↓↓↓

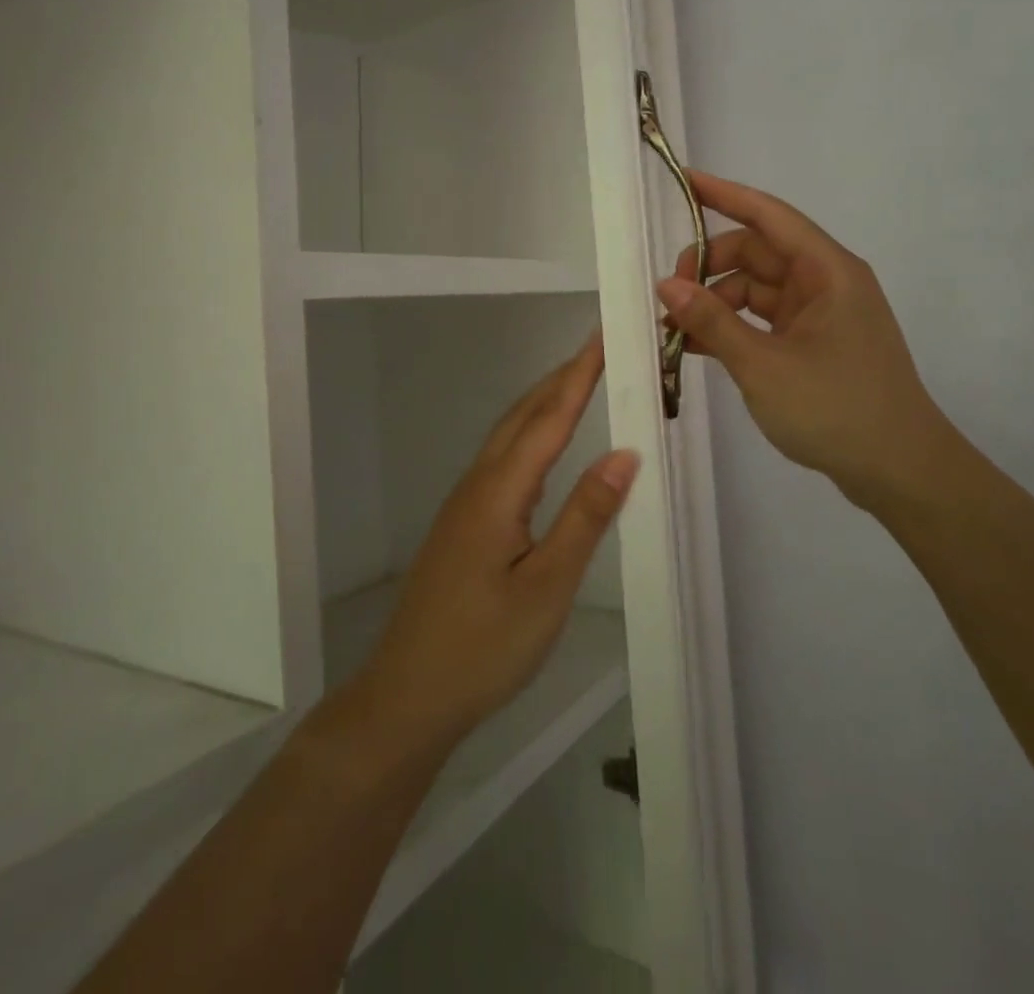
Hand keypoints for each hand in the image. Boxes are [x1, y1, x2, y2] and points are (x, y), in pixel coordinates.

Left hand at [360, 334, 638, 747]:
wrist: (408, 695)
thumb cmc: (484, 647)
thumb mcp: (547, 587)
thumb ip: (585, 517)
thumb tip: (625, 454)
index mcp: (500, 491)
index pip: (549, 418)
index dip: (579, 376)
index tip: (604, 337)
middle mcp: (479, 483)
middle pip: (524, 415)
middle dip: (562, 377)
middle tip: (600, 348)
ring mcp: (465, 502)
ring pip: (509, 434)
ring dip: (545, 401)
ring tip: (579, 381)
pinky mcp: (463, 522)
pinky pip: (503, 458)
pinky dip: (531, 432)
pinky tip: (544, 445)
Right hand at [658, 171, 970, 516]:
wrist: (900, 471)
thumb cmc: (836, 409)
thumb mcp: (763, 365)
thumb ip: (712, 322)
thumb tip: (665, 285)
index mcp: (826, 271)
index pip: (768, 215)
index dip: (724, 194)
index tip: (684, 180)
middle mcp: (825, 283)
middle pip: (756, 253)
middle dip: (708, 268)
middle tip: (668, 297)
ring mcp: (821, 315)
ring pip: (756, 289)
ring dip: (715, 304)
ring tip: (673, 331)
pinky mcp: (815, 344)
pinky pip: (764, 321)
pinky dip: (732, 328)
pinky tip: (696, 347)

↑↑↑

> _What to produce_
What you return must be an exact retyping of the lines above starting at the line with "pinky pip: (503, 458)" and ending at the line with "index pip: (768, 215)", and nothing besides.

> _Response_
pinky pip: (503, 458)
pinky dip: (531, 432)
pinky tip: (544, 445)
Right hand at [658, 171, 970, 516]:
wrist: (900, 471)
thumb cmc: (836, 409)
thumb mcp: (763, 365)
thumb ip: (712, 322)
thumb tip: (665, 285)
index mcp: (826, 271)
index pip: (768, 215)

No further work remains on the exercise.